Dat cederhout gebruikt werd in de grote gebouwen in het Romeinse Rijk, spreekt voor zich. Het Odeon van Herodes Atticus in Athene had een cederhouten dak. Nu graven archeologen zelden daken op, dus meestal weten we vooral uit teksten dat de overspanningen waren gemaakt van cederhout. De breedte van een gebouw kan ook een aanwijzing zijn. De grootste overspanningen vielen uitsluitend te maken met cederhout.
Cederolie
Cederbomen leverden ook olie, die cedrium heette. De Romeinse auteur Vitruvius vertelt dat als je je boeken hiermee inwreef, ze waren beschermd tegen wormen en rot. De Egyptenaren gebruikten cederolie bij de mummificatie. De Griekse geleerde Strabon weet iets dergelijks te vertellen over de Galliërs.
De druïden hadden de gewoonte de hoofden van gerenommeerde vijanden met cederolie in te wrijven en aan vreemden tentoon te stellen. Ze verwaardigden zich niet om de hoofden terug te geven, zelfs niet voor hun gewicht aan goud.
Cederolie gold ook als antisepticum en als anticonceptiemiddel.
Nog meer cederhout
Men benutte het hout van de ceder ook voor kostbare voorwerpen. Het British Museum bezit enkele fluiten van cederhout; de troon van het beeld van Zeus in Olympia was ervan gemaakt; Plinius de Oudere weet dat in de tempel van Apollo Sosianus in Rome een cederhouten beeld van Apollo stond, overgebracht uit Seleukeia.
Handel
Talloze antieke auteurs vermelden de ceders van de Libanon. In het late derde millennium v.Chr. bereikte koning Sargon van Akkad de Zilverberg en het Cederwoud. Het Epos van Gilgameš verhaalt over Ut-napištim, de overlevende van de Zondvloed:
Ik offerde een plengoffer aan de vier hoeken van de wereld,
Ik brandde wierook voor de rijzende berg.

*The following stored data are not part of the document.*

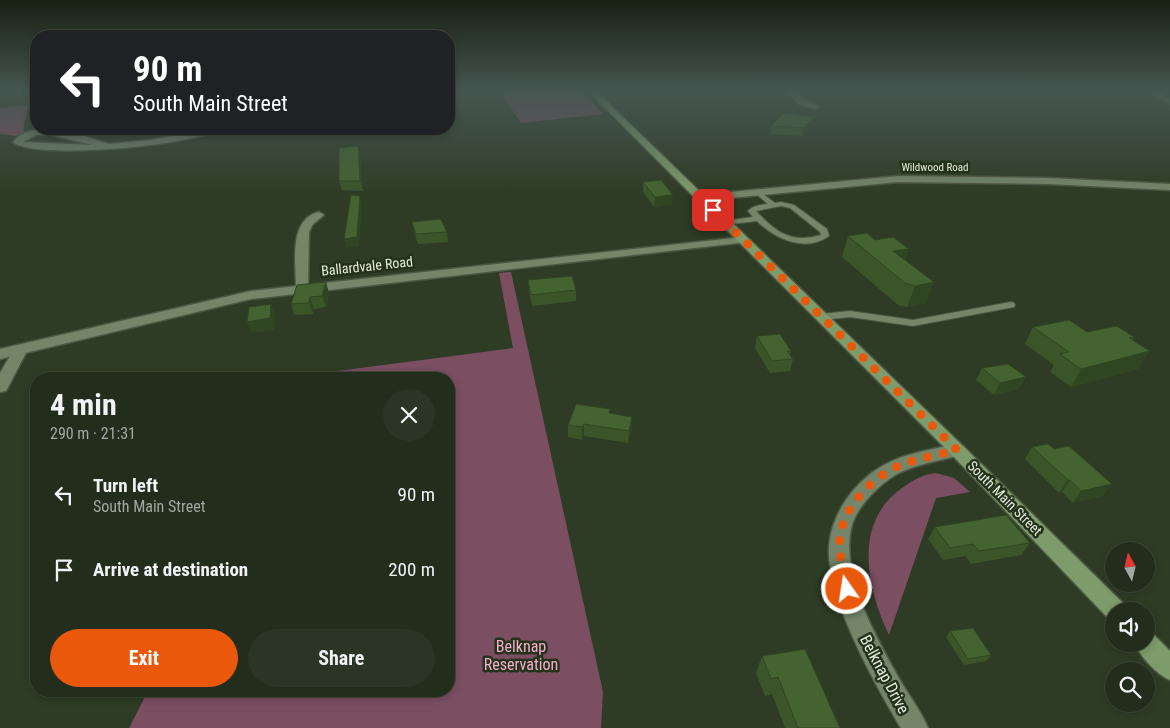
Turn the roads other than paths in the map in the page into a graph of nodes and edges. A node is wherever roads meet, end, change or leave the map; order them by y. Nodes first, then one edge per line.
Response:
1 (627, 126) edge
2 (31, 135) edge
3 (66, 135) edge
4 (188, 135) edge
5 (108, 147) junction
6 (1170, 187) edge
7 (757, 192) junction
8 (700, 198) junction
9 (773, 205) junction
10 (319, 215) dead end
11 (759, 218) junction
12 (726, 223) junction
13 (743, 240) junction
14 (302, 288) junction
15 (1011, 305) dead end
16 (821, 317) junction
17 (21, 349) junction
18 (0, 354) edge
19 (0, 387) edge
20 (957, 450) junction
21 (1107, 602) edge
22 (1155, 652) edge
23 (1170, 668) edge
24 (915, 728) edge

1 - 8 main road, South Main Street
2 - 5 street
3 - 5 street
4 - 5 street
6 - 7 street, Wildwood Road
7 - 8 street, Wildwood Road
7 - 9 lane
8 - 12 main road, South Main Street
9 - 11 lane
9 - 11 lane
10 - 14 street
11 - 12 lane
12 - 13 main road, South Main Street
13 - 14 street, Ballardvale Road
13 - 16 main road, South Main Street
14 - 17 street, Ballardvale Road
15 - 16 lane
16 - 20 main road, South Main Street
17 - 18 street, Ballardvale Road
17 - 19 street
20 - 21 main road, South Main Street
20 - 24 street, Belknap Drive
22 - 23 main road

Zeven cultusvaten zette ik op hun plaats,
en in de schalen goot ik de olie van riet en ceder.
Ik meen te weten dat Ut-napištim een kruik cederolie tegen de boeg van zijn schip gooide om het te dopen. Graag had ik het even opgezocht maar dat gaat niet. Ik schrijf dit namelijk in een stikdrukke trein van Leiden naar Amsterdam, terwijl een groep studenten luidkeels spreekt over Wittgenstein. Over datgene waarover ik daardoor niet denken kan, cederhout, zal ik dus maar zwijgen.
Anticonceptiemiddel? Dat is nog voor te stellen. Maar olie van riet? De oudheid blijft verbazen. Evenals het feit dat er überhaupt nog ceders bestaan na zo’n intensieve kap en idem gebruik.
Grappige “pastiche” van Wittgenstein op het einde…. 😉
https://www.monumentaltrees.com/nl/nld/gelderland/voorst/2406_delathmer/3778/ Ik loop elke dag naar mijn werk langs de dikste Libanonceder van Nederland.
Mooie opsomming over cederhout. Het zal wel reteduur zijn geweest?
Studenten die palaveren over Wittgenstein? En niet over mondaine zaken zoals uitgaan, voetbal of Chagall? Het zou verboden moeten worden!
De cederolie is ook bekend onder de naam terpentijnolie.